Note: All demographic surveys, including the Survey of Income and Program Participation (SIPP), are affected by undercoverage of the population. This undercoverage results from missed housing units and missed persons within sample households. Compared to the level of the 1980 Decennial Census, overall undercoverage in SIPP is about 7 percent. Undercoverage varies with age, sex, and race. For some groups, such as 20 to 24 year old Black males, the undercoverage is as high as 27 percent compared to the census. It is important to note that the survey undercoverage is an addition to the decennial census undercoverage, which in 1980 was estimated to be about 1 percent overall and about 8.5 percent for Black males. The weighting procedures used by the Census Bureau partially correct for the bias due to undercoverage. However, its final impact on estimates is unknown.

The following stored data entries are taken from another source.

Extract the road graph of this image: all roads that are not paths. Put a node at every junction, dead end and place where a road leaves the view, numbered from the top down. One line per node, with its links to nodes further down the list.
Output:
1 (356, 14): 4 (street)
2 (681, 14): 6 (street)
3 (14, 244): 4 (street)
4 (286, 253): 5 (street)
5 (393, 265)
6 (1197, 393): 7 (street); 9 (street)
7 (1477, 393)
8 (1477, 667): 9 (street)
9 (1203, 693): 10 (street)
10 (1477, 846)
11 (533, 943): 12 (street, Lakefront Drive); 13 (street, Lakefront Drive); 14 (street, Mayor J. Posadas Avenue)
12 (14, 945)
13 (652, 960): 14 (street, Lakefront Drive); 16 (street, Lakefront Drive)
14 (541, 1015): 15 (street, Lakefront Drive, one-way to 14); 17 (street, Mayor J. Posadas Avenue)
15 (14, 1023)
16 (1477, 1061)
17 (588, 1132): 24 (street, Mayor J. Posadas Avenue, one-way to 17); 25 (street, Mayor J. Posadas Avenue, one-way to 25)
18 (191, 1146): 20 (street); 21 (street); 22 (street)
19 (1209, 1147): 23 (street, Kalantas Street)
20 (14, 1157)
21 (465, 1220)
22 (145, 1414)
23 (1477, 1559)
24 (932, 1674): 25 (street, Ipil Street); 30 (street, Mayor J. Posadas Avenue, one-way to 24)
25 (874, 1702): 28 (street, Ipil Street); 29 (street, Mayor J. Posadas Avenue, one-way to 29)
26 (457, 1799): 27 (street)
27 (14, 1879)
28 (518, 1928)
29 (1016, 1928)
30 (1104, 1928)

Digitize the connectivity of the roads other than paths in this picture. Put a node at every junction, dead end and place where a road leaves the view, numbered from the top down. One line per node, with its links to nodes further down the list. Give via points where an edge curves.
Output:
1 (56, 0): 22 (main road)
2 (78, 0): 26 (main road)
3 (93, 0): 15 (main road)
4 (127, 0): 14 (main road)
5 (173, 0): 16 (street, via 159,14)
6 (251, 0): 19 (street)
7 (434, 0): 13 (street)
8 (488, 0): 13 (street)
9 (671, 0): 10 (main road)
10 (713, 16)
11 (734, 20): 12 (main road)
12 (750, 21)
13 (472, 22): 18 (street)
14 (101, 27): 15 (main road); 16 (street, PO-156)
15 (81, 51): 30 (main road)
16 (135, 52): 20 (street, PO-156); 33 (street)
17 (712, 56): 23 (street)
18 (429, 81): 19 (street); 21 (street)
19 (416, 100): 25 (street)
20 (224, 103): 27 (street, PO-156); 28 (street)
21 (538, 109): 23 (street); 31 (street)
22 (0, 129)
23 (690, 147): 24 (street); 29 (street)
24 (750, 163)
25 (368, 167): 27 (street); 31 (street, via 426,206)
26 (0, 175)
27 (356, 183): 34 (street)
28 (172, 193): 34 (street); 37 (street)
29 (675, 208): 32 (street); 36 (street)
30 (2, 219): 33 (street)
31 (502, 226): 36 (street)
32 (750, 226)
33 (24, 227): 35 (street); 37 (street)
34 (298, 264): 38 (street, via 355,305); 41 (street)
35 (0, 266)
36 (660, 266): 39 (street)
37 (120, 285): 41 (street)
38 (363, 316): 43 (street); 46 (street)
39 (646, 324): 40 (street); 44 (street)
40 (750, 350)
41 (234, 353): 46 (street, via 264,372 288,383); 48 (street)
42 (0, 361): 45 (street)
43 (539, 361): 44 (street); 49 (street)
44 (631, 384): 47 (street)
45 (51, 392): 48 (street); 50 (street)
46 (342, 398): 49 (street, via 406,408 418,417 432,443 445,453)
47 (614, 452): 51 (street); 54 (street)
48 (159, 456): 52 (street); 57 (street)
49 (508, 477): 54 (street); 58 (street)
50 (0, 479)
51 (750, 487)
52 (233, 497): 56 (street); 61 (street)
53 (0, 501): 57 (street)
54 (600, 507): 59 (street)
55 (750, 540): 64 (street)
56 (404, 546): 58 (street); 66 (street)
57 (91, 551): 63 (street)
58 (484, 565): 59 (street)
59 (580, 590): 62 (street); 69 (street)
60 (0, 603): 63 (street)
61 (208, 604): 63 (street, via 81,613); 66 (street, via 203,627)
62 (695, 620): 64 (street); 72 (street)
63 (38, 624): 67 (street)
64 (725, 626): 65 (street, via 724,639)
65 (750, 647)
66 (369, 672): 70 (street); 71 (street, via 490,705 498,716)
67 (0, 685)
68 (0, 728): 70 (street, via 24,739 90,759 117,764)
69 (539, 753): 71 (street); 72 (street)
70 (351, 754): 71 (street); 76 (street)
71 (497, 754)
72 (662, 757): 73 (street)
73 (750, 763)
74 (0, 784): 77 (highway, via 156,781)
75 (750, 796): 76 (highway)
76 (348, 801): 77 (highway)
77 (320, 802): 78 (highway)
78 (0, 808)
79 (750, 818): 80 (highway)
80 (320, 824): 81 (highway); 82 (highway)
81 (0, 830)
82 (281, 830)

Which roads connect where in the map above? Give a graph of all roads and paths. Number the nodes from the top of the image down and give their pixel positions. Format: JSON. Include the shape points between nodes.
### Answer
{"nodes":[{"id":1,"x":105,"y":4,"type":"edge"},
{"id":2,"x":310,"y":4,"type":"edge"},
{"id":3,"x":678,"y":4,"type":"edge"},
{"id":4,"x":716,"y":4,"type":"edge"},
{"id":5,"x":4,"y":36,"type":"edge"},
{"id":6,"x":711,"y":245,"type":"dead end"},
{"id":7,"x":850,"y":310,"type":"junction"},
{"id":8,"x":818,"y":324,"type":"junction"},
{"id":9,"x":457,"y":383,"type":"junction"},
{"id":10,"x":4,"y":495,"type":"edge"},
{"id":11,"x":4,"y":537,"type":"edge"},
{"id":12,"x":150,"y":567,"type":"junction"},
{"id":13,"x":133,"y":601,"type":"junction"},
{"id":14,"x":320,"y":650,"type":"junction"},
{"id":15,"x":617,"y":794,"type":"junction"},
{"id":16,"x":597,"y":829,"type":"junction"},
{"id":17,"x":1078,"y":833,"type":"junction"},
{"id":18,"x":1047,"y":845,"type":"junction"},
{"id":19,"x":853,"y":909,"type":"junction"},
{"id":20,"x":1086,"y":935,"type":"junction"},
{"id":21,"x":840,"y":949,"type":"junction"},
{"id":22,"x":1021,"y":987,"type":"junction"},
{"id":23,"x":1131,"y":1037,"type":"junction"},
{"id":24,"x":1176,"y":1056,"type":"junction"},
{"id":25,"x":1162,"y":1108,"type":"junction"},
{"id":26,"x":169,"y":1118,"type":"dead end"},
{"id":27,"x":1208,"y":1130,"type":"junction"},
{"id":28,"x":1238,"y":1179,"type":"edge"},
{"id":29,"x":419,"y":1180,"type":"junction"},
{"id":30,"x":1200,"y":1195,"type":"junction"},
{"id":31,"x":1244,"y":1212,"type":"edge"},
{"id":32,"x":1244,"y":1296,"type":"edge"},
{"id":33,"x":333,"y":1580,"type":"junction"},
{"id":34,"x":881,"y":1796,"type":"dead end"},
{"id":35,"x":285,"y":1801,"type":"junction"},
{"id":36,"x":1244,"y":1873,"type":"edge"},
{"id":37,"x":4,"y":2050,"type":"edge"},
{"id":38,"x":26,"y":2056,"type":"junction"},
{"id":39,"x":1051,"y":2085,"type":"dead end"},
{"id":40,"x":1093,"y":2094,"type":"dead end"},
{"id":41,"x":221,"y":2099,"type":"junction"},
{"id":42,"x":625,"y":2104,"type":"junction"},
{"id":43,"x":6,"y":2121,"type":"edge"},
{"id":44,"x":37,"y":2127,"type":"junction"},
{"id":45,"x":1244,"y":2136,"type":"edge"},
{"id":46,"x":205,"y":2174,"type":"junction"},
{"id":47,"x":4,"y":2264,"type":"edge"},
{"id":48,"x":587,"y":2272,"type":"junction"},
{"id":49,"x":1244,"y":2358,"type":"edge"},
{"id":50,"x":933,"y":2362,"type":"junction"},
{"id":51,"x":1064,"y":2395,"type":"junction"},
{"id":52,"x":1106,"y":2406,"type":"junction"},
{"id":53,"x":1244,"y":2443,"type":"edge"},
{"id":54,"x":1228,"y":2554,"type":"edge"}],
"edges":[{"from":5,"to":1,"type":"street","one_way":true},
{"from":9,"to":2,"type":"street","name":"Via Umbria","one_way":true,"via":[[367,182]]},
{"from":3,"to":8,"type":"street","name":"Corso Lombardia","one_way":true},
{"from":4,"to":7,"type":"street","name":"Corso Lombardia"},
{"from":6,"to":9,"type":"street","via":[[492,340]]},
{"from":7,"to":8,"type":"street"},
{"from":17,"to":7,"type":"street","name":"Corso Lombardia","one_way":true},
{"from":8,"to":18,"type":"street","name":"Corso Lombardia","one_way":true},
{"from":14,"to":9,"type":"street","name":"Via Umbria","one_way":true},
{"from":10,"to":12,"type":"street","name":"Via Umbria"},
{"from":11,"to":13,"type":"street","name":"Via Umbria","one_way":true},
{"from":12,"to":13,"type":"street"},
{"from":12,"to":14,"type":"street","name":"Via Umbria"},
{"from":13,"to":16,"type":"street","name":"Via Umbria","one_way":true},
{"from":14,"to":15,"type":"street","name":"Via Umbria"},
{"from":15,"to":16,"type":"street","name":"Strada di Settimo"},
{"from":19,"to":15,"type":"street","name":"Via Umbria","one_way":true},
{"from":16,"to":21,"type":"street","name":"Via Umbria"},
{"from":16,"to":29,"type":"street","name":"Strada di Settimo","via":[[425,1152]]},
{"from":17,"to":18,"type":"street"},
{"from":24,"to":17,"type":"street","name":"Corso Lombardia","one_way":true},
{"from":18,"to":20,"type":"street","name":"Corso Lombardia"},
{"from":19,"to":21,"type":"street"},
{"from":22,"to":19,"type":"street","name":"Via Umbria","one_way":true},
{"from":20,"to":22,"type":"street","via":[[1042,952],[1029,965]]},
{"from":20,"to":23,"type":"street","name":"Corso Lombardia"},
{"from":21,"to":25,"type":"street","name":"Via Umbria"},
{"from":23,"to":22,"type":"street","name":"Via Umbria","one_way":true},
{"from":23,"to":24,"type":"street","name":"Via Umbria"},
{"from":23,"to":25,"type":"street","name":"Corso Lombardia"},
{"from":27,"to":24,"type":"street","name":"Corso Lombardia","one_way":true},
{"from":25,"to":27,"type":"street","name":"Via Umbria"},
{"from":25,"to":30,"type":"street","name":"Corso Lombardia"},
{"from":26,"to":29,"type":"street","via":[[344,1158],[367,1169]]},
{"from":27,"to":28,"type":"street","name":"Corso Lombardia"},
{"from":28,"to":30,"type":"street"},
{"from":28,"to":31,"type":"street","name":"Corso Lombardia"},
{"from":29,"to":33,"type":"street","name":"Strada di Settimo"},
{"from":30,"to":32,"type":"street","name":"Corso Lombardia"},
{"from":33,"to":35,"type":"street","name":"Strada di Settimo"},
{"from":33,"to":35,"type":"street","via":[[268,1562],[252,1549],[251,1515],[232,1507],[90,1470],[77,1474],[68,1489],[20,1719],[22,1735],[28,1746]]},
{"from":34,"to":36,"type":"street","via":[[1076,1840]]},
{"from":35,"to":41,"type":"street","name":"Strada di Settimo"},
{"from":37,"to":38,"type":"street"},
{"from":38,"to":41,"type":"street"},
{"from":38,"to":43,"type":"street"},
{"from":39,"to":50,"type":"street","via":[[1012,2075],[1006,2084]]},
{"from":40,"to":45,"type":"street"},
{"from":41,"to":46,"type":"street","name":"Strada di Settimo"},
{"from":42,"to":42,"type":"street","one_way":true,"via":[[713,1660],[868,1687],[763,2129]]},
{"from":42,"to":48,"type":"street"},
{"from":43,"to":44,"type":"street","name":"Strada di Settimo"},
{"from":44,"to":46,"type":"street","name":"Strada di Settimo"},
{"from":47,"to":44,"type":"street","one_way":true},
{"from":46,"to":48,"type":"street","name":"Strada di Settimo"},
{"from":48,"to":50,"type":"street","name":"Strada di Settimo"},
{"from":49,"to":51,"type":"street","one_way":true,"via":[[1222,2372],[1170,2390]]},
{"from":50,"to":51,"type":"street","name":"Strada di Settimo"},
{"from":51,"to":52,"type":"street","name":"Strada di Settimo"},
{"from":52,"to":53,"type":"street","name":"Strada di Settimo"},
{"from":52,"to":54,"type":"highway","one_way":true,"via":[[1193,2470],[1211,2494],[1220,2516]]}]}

This report uses data from SIPP to examine the incidence of poverty at a point in time and over a 32-month period. It presents data from the complete panel file of the 1991 SIPP which covers the time period from October 1990 through August of 1993.

SIPP enables comparisons of poverty rates among groups of persons of different demographic and socioeconomic characteristics. It also can be used to study the distribution of poverty spell durations. The panel file contains monthly information on income as well as on many other characteristics which can vary over the panel, such as family and labor force status. Efforts were made during the life of the panel to follow persons who moved to ensure that the sample remained representative of the noninstitutional population of the United States. Persons are characterized by the income and poverty status of their respective family unit based on living arrangements each month during the period of study.

It should be noted that longitudinal estimates presented here are based on persons who either were interviewed in all waves of the reference period or for whom imputed wave information exists.1 Insofar as persons with missing actual or imputed wave information differed in their experience of poverty from those who did not, these longitudinal estimates may be biased.

1 A ‘‘missing wave imputation’’ procedure was used for persons who missed an interview but had completed interviews before and after the missing wave.